Wow, that is so funny. I went to Steve's today and they also said Laporte. Any idea on the price range? Thanks,

Tal


----------



## Ian John (Aug 11, 2009)

Shipping is no big deal from the United states but there are very good suppliers in Canada. I have bought wood from A&M , another from Quebec...can't remember the name and two others in Ontario that I will make my way to one day. 
One suggestion I could make is Kit guitars>>>stew Mac has some nice ones that can be built with limited tools. Some luthiers have serviced kits that you could end up with a pretty cool guitar. 
I started out looking for a custom, then just trying to build myself a guitar and now I can't stop. Another addiction...great..

Regards Ian


----------



## tcon (Dec 23, 2009)

Hi Mr. John,

Thank you for your input but I simply can't see the joy in getting a guitar kit built for me. That's like having someone put together the puzzle you bought at the store. I am looking for someone to make the puzzle that I envision.


----------



## Ian John (Aug 11, 2009)

I was suggesting you put the puzzle together! ha! 
Never done a kit myself, as you put it....no joy in that for me either. But I am sure quite satisfying from some that I have seen.

I plan on going on a wood hunt this week, Cocobolo is one wood I am interested in also. I will let you know if I find some nice stuff.
I would have thought Montreal had a number of luthiers to choose from, seems more in Ontario from some searches.

Regards Ian


----------



## Mike MacLeod (Nov 27, 2006)

Slotted headstocks only look good on 12 fret guitars. Really!!! An educated buyer will never invest in a slot-head 14 fret guitar. Unless you have the instrument built with a 12 fret neck, you will never be able to sell the guitar. - 'Course I do tend to be a tad opinionated.  It wouldn't be so annoying if I wasn't always right.
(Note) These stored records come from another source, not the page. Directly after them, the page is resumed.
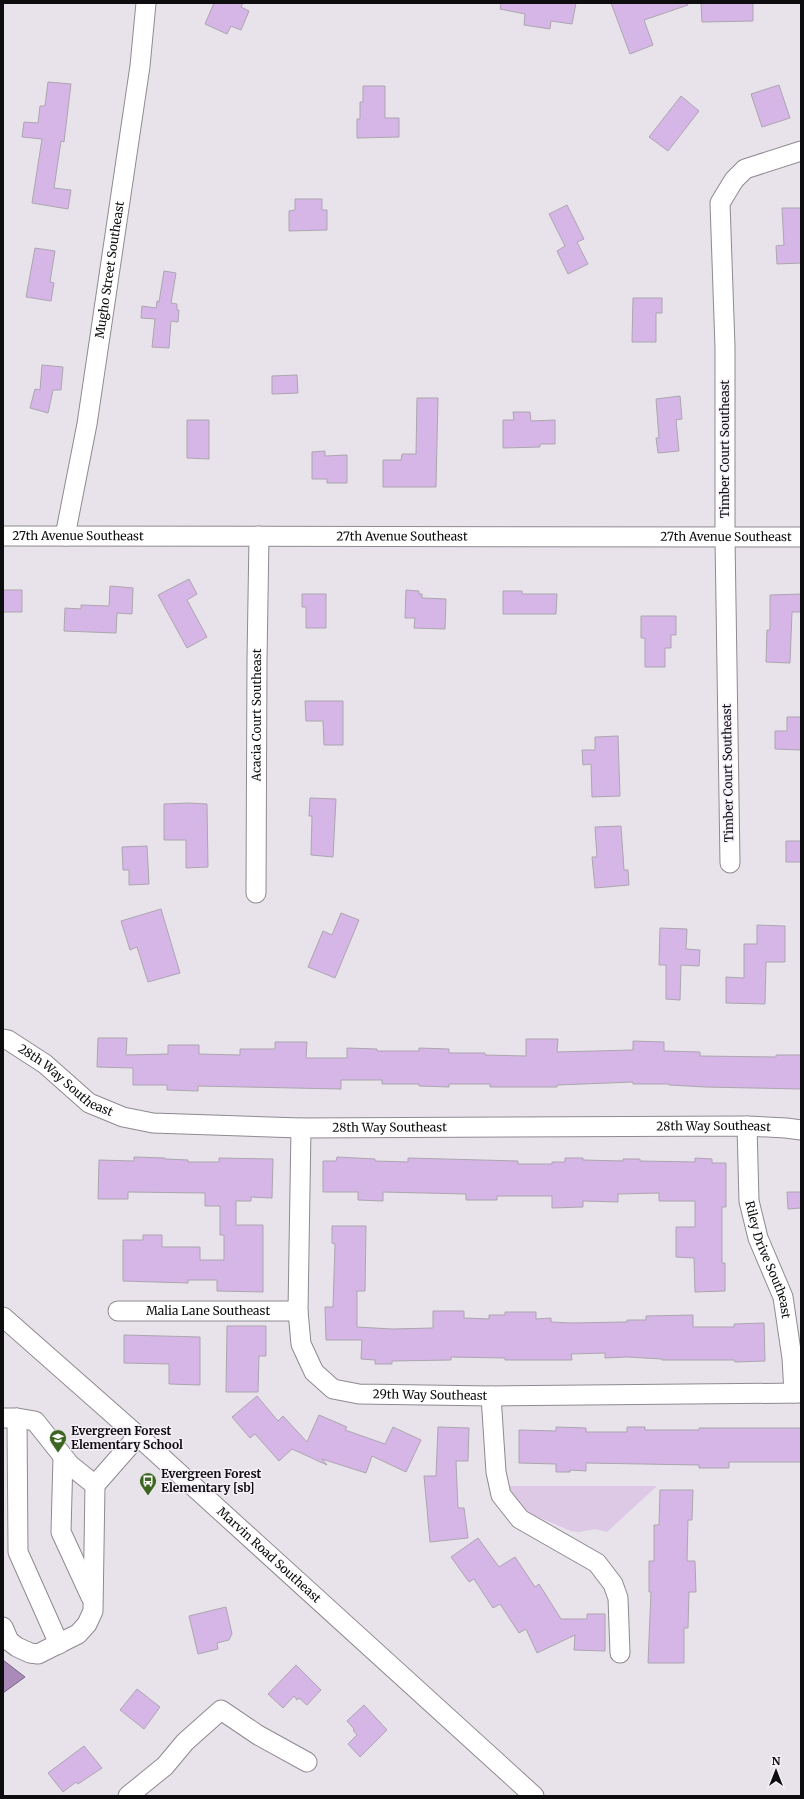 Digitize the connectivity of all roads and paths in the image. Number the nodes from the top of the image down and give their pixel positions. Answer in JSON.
{"nodes":[{"id":1,"x":146,"y":3,"type":"edge"},
{"id":2,"x":801,"y":151,"type":"edge"},
{"id":3,"x":3,"y":536,"type":"edge"},
{"id":4,"x":65,"y":536,"type":"junction"},
{"id":5,"x":260,"y":536,"type":"junction"},
{"id":6,"x":725,"y":537,"type":"junction"},
{"id":7,"x":801,"y":537,"type":"edge"},
{"id":8,"x":730,"y":863,"type":"dead end"},
{"id":9,"x":256,"y":893,"type":"dead end"},
{"id":10,"x":3,"y":1039,"type":"edge"},
{"id":11,"x":747,"y":1126,"type":"junction"},
{"id":12,"x":301,"y":1128,"type":"junction"},
{"id":13,"x":801,"y":1130,"type":"edge"},
{"id":14,"x":118,"y":1311,"type":"dead end"},
{"id":15,"x":298,"y":1311,"type":"junction"},
{"id":16,"x":3,"y":1316,"type":"edge"},
{"id":17,"x":798,"y":1393,"type":"edge"},
{"id":18,"x":491,"y":1396,"type":"junction"},
{"id":19,"x":10,"y":1418,"type":"edge"},
{"id":20,"x":138,"y":1436,"type":"junction"},
{"id":21,"x":63,"y":1457,"type":"junction"},
{"id":22,"x":95,"y":1485,"type":"junction"},
{"id":23,"x":93,"y":1602,"type":"junction"},
{"id":24,"x":3,"y":1627,"type":"edge"},
{"id":25,"x":59,"y":1644,"type":"junction"},
{"id":26,"x":620,"y":1653,"type":"dead end"},
{"id":27,"x":308,"y":1762,"type":"dead end"},
{"id":28,"x":128,"y":1796,"type":"edge"},
{"id":29,"x":534,"y":1796,"type":"edge"}],
"edges":[{"from":1,"to":4,"type":"street","name":"Mugho Street Southeast"},
{"from":2,"to":6,"type":"street","name":"Timber Court Southeast"},
{"from":3,"to":4,"type":"street","name":"27th Avenue Southeast"},
{"from":4,"to":5,"type":"street","name":"27th Avenue Southeast"},
{"from":5,"to":6,"type":"street","name":"27th Avenue Southeast"},
{"from":5,"to":9,"type":"street","name":"Acacia Court Southeast"},
{"from":6,"to":7,"type":"street","name":"27th Avenue Southeast"},
{"from":6,"to":8,"type":"street","name":"Timber Court Southeast"},
{"from":10,"to":12,"type":"street","name":"28th Way Southeast"},
{"from":11,"to":12,"type":"street","name":"28th Way Southeast"},
{"from":11,"to":13,"type":"street","name":"28th Way Southeast"},
{"from":11,"to":17,"type":"street","name":"Riley Drive Southeast"},
{"from":12,"to":15,"type":"street","name":"29th Way Southeast"},
{"from":14,"to":15,"type":"street","name":"Malia Lane Southeast"},
{"from":15,"to":18,"type":"street","name":"29th Way Southeast"},
{"from":16,"to":20,"type":"street","name":"Marvin Road Southeast"},
{"from":17,"to":18,"type":"street","name":"29th Way Southeast"},
{"from":18,"to":26,"type":"street"},
{"from":19,"to":21,"type":"street"},
{"from":19,"to":25,"type":"street"},
{"from":20,"to":22,"type":"street"},
{"from":20,"to":29,"type":"street","name":"Marvin Road Southeast"},
{"from":21,"to":22,"type":"street"},
{"from":21,"to":23,"type":"street"},
{"from":22,"to":23,"type":"street"},
{"from":23,"to":25,"type":"street"},
{"from":24,"to":25,"type":"street"},
{"from":27,"to":28,"type":"street"}]}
Having said that, I love slot-head 12 fret guitars. The traditional 12 fret guitar has the bridge and sound hole further back on the top and has a slightly larger body than it's 14 fret cousin. This tends to make for a very very nice guitar. 
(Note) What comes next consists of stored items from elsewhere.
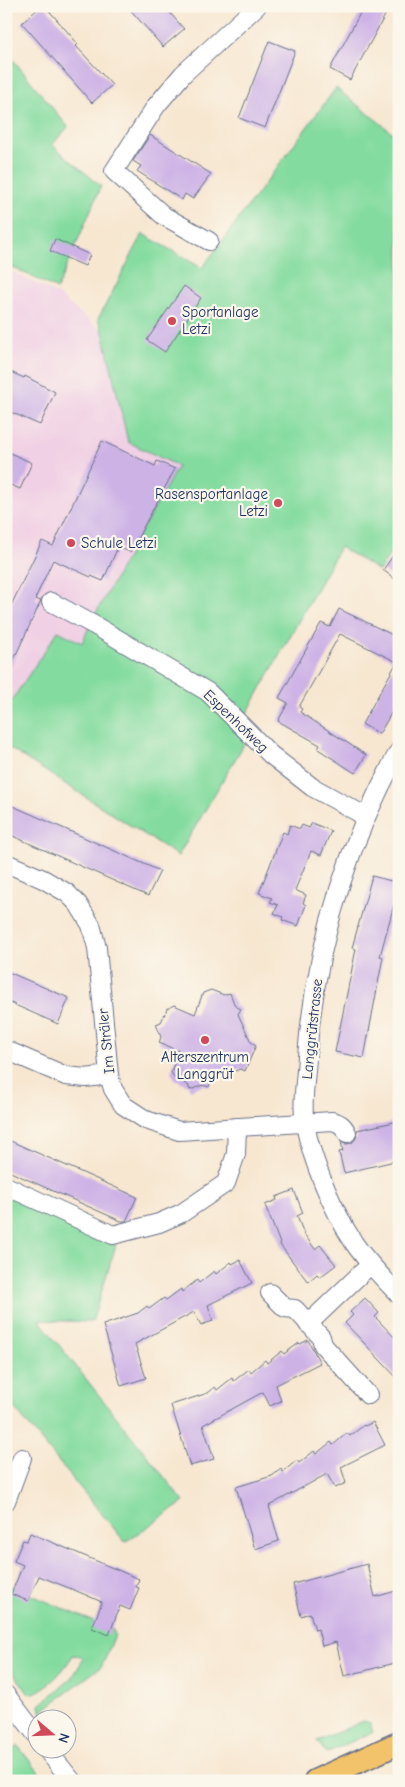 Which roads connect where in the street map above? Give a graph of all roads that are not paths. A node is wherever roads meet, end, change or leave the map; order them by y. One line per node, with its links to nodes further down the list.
1 (257, 6): 2 (street)
2 (208, 241)
3 (51, 602): 5 (street, Espenhofweg)
4 (399, 751): 5 (street, Langgrütstrasse)
5 (365, 816): 9 (street, Langgrütstrasse)
6 (6, 863): 8 (street, Im Sträler)
7 (6, 1050): 8 (street)
8 (109, 1075): 10 (street, Im Sträler)
9 (305, 1124): 10 (street, Im Sträler); 11 (street, Im Sträler); 13 (street, Langgrütstrasse)
10 (237, 1128): 12 (street)
11 (347, 1133)
12 (6, 1186)
13 (370, 1265): 15 (street, Langgrütstrasse); 16 (street)
14 (270, 1293): 16 (street)
15 (399, 1295)
16 (308, 1324): 17 (street)
17 (368, 1394)
18 (22, 1458): 19 (street)
19 (6, 1501)
20 (6, 1695): 21 (street)
21 (28, 1724)
22 (399, 1742): 25 (main road)
23 (55, 1760): 24 (street)
24 (72, 1781)
25 (315, 1781)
A Cocobolo and Cedar GA will make a very pretty guitar. Depending upon the builder it will sound wonderful or horrible. Pick the builder based on the sound of his guitars and not whether he will use your materials or not. 

I've discussed this with a few builders who generally reject the idea of using the customer's wood as they have no idea as to how it was aged, or how it was stored, etc. It is not hard to break a side if it has not been properly aged - then the whole set is useless. If they have purchased the material, then they have the responsibility to produce the guitar, even if the sides split during the bending. If you have supplied the wood ............ Yer hooped.


----------



## tcon (Dec 23, 2009)

Thanks, Mike. What a great site you have. The only specialty Cdn. guitar store that I know of is 12 fret in Toronto. 
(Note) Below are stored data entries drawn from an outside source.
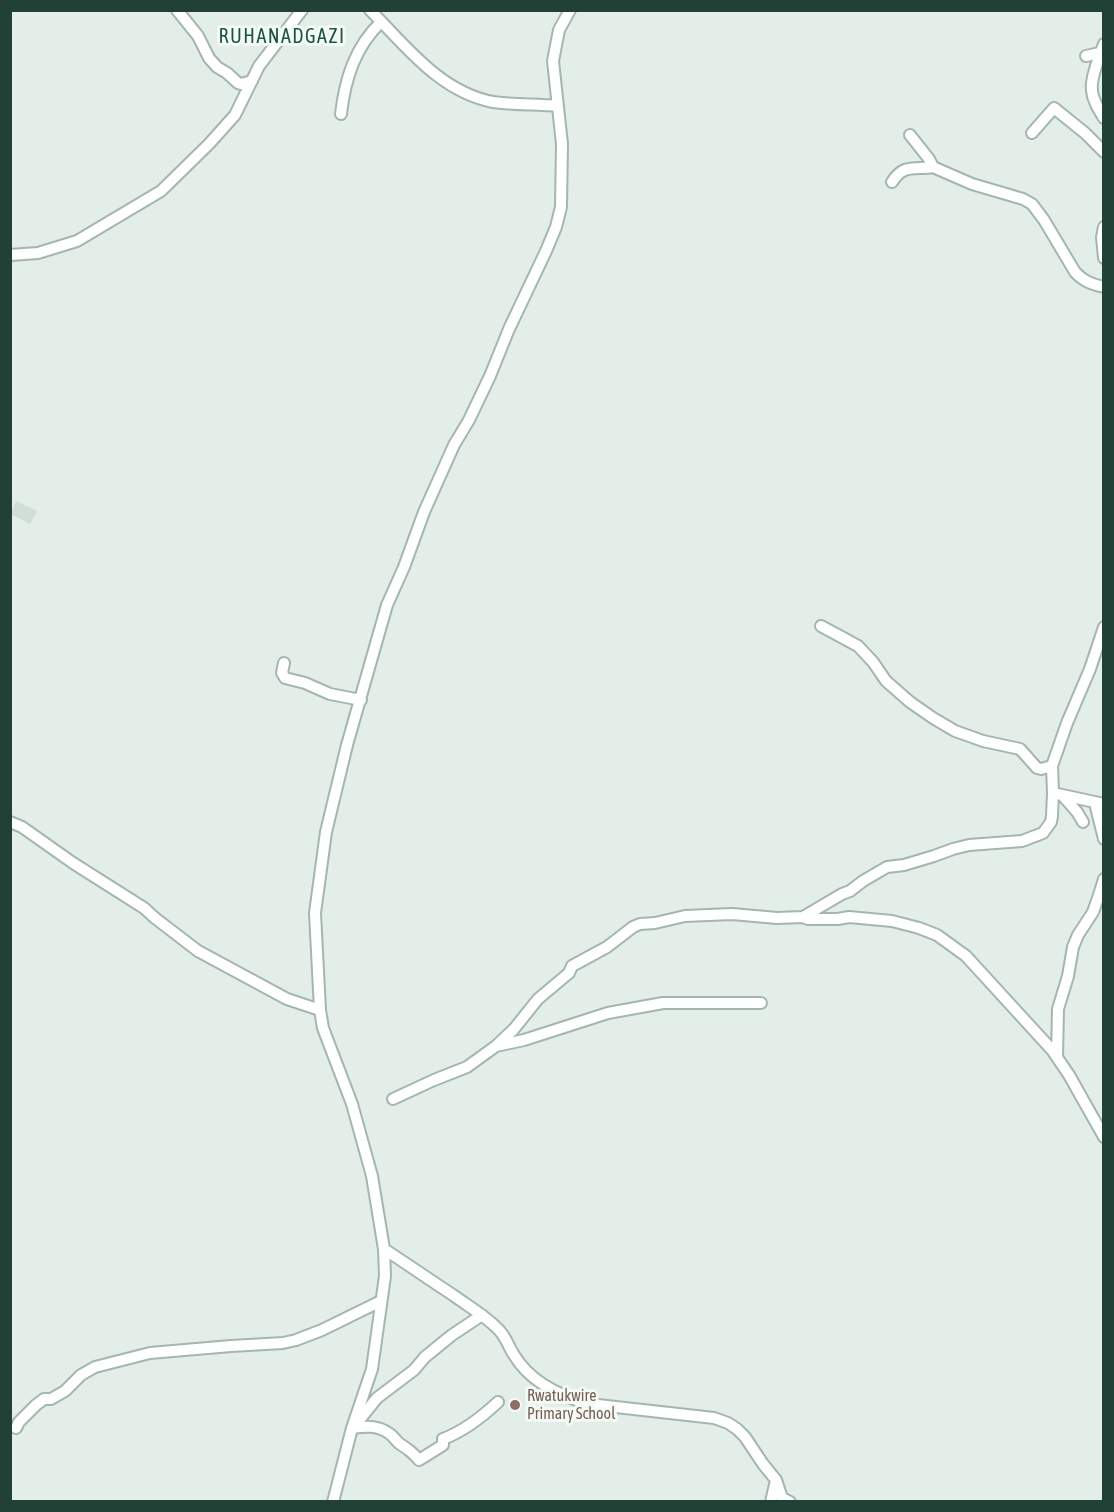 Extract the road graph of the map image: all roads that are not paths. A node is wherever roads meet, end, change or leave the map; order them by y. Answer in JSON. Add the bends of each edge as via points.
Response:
{"nodes":[{"id":1,"x":177,"y":10,"type":"edge"},
{"id":2,"x":302,"y":10,"type":"edge"},
{"id":3,"x":370,"y":10,"type":"edge"},
{"id":4,"x":570,"y":10,"type":"edge"},
{"id":5,"x":381,"y":22,"type":"junction"},
{"id":6,"x":1103,"y":49,"type":"edge"},
{"id":7,"x":1086,"y":56,"type":"dead end"},
{"id":8,"x":252,"y":81,"type":"junction"},
{"id":9,"x":558,"y":106,"type":"junction"},
{"id":10,"x":341,"y":114,"type":"dead end"},
{"id":11,"x":1104,"y":118,"type":"edge"},
{"id":12,"x":1032,"y":133,"type":"dead end"},
{"id":13,"x":910,"y":135,"type":"dead end"},
{"id":14,"x":1104,"y":153,"type":"edge"},
{"id":15,"x":933,"y":167,"type":"junction"},
{"id":16,"x":892,"y":182,"type":"dead end"},
{"id":17,"x":1104,"y":228,"type":"edge"},
{"id":18,"x":10,"y":255,"type":"edge"},
{"id":19,"x":1104,"y":258,"type":"edge"},
{"id":20,"x":1104,"y":286,"type":"edge"},
{"id":21,"x":821,"y":626,"type":"dead end"},
{"id":22,"x":1104,"y":627,"type":"edge"},
{"id":23,"x":284,"y":663,"type":"dead end"},
{"id":24,"x":361,"y":700,"type":"junction"},
{"id":25,"x":1052,"y":766,"type":"junction"},
{"id":26,"x":1058,"y":794,"type":"junction"},
{"id":27,"x":1100,"y":804,"type":"edge"},
{"id":28,"x":10,"y":822,"type":"edge"},
{"id":29,"x":1083,"y":822,"type":"dead end"},
{"id":30,"x":1104,"y":839,"type":"edge"},
{"id":31,"x":1104,"y":879,"type":"edge"},
{"id":32,"x":803,"y":916,"type":"junction"},
{"id":33,"x":761,"y":1003,"type":"dead end"},
{"id":34,"x":320,"y":1010,"type":"junction"},
{"id":35,"x":496,"y":1046,"type":"junction"},
{"id":36,"x":1057,"y":1057,"type":"junction"},
{"id":37,"x":393,"y":1099,"type":"dead end"},
{"id":38,"x":1104,"y":1137,"type":"edge"},
{"id":39,"x":384,"y":1249,"type":"junction"},
{"id":40,"x":381,"y":1301,"type":"junction"},
{"id":41,"x":482,"y":1315,"type":"junction"},
{"id":42,"x":498,"y":1402,"type":"dead end"},
{"id":43,"x":16,"y":1428,"type":"dead end"},
{"id":44,"x":352,"y":1428,"type":"junction"},
{"id":45,"x":776,"y":1480,"type":"junction"},
{"id":46,"x":333,"y":1502,"type":"edge"},
{"id":47,"x":771,"y":1502,"type":"edge"},
{"id":48,"x":790,"y":1502,"type":"edge"}],
"edges":[{"from":1,"to":8,"type":"street","via":[[217,67],[238,83]]},
{"from":2,"to":8,"type":"street"},
{"from":3,"to":5,"type":"street"},
{"from":4,"to":9,"type":"street","via":[[559,30],[553,61]]},
{"from":5,"to":9,"type":"street","via":[[405,48],[458,89],[492,102]]},
{"from":5,"to":10,"type":"street","via":[[357,54],[345,86]]},
{"from":6,"to":7,"type":"street"},
{"from":6,"to":11,"type":"street","via":[[1091,83],[1095,103]]},
{"from":8,"to":18,"type":"street","via":[[229,123],[161,191],[77,241],[38,253]]},
{"from":9,"to":24,"type":"street","via":[[562,191],[556,227],[490,376],[423,512],[387,605]]},
{"from":12,"to":14,"type":"street","via":[[1054,108]]},
{"from":13,"to":15,"type":"street"},
{"from":15,"to":16,"type":"street","via":[[905,168]]},
{"from":15,"to":20,"type":"street","via":[[1032,204],[1080,279]]},
{"from":17,"to":19,"type":"street"},
{"from":21,"to":25,"type":"street","via":[[858,646],[886,681],[933,718],[955,731],[1020,749],[1037,768]]},
{"from":22,"to":25,"type":"street"},
{"from":23,"to":24,"type":"street","via":[[285,678]]},
{"from":24,"to":34,"type":"street","via":[[326,832],[320,872],[315,913]]},
{"from":25,"to":26,"type":"street"},
{"from":26,"to":27,"type":"street"},
{"from":26,"to":29,"type":"street"},
{"from":26,"to":32,"type":"street","via":[[1051,822],[1043,833],[1022,841],[969,845],[887,867]]},
{"from":27,"to":30,"type":"street"},
{"from":28,"to":34,"type":"street","via":[[144,908],[198,951],[287,999]]},
{"from":31,"to":36,"type":"street","via":[[1093,912],[1073,947],[1058,1009]]},
{"from":32,"to":35,"type":"street","via":[[684,916],[640,924],[572,966]]},
{"from":32,"to":36,"type":"street","via":[[882,920],[937,935],[966,956]]},
{"from":33,"to":35,"type":"street","via":[[663,1003],[608,1013]]},
{"from":34,"to":39,"type":"street","via":[[372,1176]]},
{"from":35,"to":37,"type":"street","via":[[467,1067]]},
{"from":36,"to":38,"type":"street"},
{"from":39,"to":40,"type":"street"},
{"from":39,"to":41,"type":"street"},
{"from":40,"to":43,"type":"street","via":[[322,1330],[284,1343],[150,1353],[95,1367],[65,1391],[36,1405]]},
{"from":40,"to":44,"type":"street","via":[[372,1369]]},
{"from":41,"to":44,"type":"street","via":[[377,1398]]},
{"from":41,"to":45,"type":"street","via":[[499,1329],[522,1367],[552,1390],[589,1404],[714,1418],[728,1423],[744,1437]]},
{"from":42,"to":44,"type":"street","via":[[462,1431],[443,1438],[443,1446],[419,1460],[378,1428]]},
{"from":44,"to":46,"type":"street"},
{"from":45,"to":47,"type":"street"},
{"from":45,"to":48,"type":"street","via":[[782,1498]]}]}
I still don't know about the headstock. I mean, these specialty guitars are worthless as resale if I get it from a local luthier who is not a big name. 

And I really hate the look of those snakehead headstocks. Who honestly finds that attractive?


----------



## roadflix (Nov 4, 2008)

What sort of music do you play - and what style? Are you primarily a flat-picker or finger picker. Do you play for an audience or at home for your own pleasure? What guitar do you have now? What do you like about it? What would you change if you could? Do you want electric sound enhancement?

Also why cedar? We've found ways to bring out the warmth of the wood without loosing the "punch" associated with spruce but it requires fanatically high standards in wood selection - both top and tone wood - not to mention unique bracing and body design.

Sorry for the number of questions but I'm curious as to why you are looking for a custom built guitar.

Oh and Mikes comments about slot-heads - Dead on in my opinion!


----------



## Mike MacLeod (Nov 27, 2006)

tcon said:


> I still don't know about the headstock. I mean, these specialty guitars are worthless as resale if I get it from a local luthier who is not a big name.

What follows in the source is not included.